Buyers, at the most basic level, are acquiring a stream of cash flows, discounted for an appropriate level of risk. Perhaps the biggest risk, and one that can’t be easily quantified, is the quality of the management team expected to execute on a plan. In cases where the management team is essentially the selling owner, this creates an obstacle. The new owner will need to operate the business without any break in business performance and often will ascribe more aggressive growth targets. Rarely will the new owner take on this challenge without a management team familiar with the business and one that has enough runway to execute the plan. For this reason, the majority of private equity firms in the lower middle market are unwilling to consider a purchase without an embedded management team. Even strategic buyers will expect a significant level of leadership involvement post-acquisition. To the extent that an owner is unwilling to stay with the business through the hold period for a private equity firm or until a successful integration is complete, the buyer universe is significantly reduced and those who remain interested will be so at a price that reflects the added risk.
Expanding the management team before a sale can also provide flexibility to an owner on a personal level by allowing them to enjoy some of the benefits of retirement without giving up their “baby.” Most of our clients have spent the majority of their working lives leading their companies, and the thought of an immediate retirement is not always ideal. While it is never easy to give up control, in cases where there is mutual trust between an owner and an executive capable of leading the company into the future, the owner can get the best of both worlds. This is also advantageous to the sale process as it allows the owner to time the future sale based on the optimal time for the company and not a forced timeline due to health, age or desire to step back from day-to-day management. We often see this dynamic play out in negotiations with older clients when the buyer knows that retirement is imminent and there is no succession plan. Fatigue can set in and owners accept less than ideal terms because their alternatives become limited. If the company has management with a longer time horizon and a clear vision, negotiating leverage swings to the company’s favor, as the owner can always walk away, continue to benefit from profits, and choose another buyer or another time.

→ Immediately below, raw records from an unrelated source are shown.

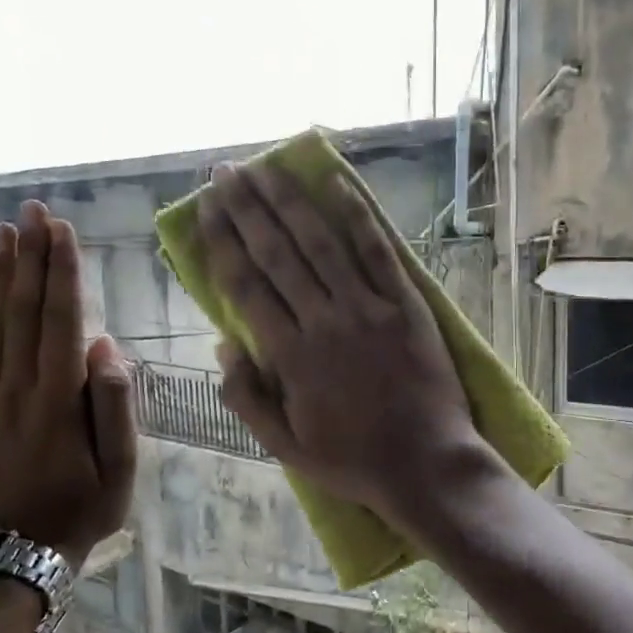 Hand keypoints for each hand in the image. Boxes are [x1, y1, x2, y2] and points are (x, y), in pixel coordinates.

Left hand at [0, 199, 136, 564]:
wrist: (18, 555)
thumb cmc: (83, 511)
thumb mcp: (120, 469)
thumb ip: (114, 407)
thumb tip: (105, 347)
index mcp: (58, 401)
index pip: (61, 321)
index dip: (63, 273)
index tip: (63, 231)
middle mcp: (16, 389)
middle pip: (23, 311)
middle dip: (31, 257)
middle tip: (34, 211)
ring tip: (5, 232)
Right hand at [198, 161, 491, 525]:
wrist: (426, 464)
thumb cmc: (353, 461)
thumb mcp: (285, 446)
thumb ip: (248, 397)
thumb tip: (223, 345)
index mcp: (290, 356)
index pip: (246, 286)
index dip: (222, 242)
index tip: (206, 208)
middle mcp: (324, 320)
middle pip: (277, 254)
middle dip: (248, 209)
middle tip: (226, 171)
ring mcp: (368, 308)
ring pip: (321, 243)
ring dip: (290, 202)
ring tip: (266, 168)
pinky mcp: (406, 304)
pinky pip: (378, 252)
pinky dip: (358, 216)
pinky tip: (337, 184)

In addition to broadening the investor universe, and providing flexibility to an owner, strengthening the management team provides substantial benefits in preparing the business for sale and managing the due diligence process. In our three-part series on preparing a business for sale (Part I: Data Matters, Part II: Understand the Problem, and Part III: Plotting the Course), we discuss at length the types of actions, analyses, and processes that enhance a competitive sale process. This preparation does not happen without concerted effort, and many of our clients do not go through with these suggestions because they do not personally have the bandwidth. Hiring a successor who drives the preparation, and serves as an additional voice of the company, greatly improves the process and the odds of maximizing valuation, achieving stated objectives, and completing due diligence.

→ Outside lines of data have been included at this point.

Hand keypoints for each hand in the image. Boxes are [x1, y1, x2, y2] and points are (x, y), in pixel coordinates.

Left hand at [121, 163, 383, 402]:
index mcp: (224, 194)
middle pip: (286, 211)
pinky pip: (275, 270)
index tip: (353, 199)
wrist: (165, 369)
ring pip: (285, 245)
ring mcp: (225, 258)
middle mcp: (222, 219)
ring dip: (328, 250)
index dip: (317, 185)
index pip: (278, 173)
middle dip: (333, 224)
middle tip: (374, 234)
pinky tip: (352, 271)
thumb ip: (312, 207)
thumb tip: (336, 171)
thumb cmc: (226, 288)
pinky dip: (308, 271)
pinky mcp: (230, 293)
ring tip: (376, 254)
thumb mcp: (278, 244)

Striking the perfect balance between retirement goals, the legacy of the company, and receiving the maximum price for the value created is difficult. One solution is to separate the job decision from the investment decision by making a deliberate effort to expand the management team and delegate responsibility. Done correctly, the founder can extend his or her personal timeline, eliminate management successor risk, expand the universe of potential buyers, and capture value for themselves rather than for a future ownership group.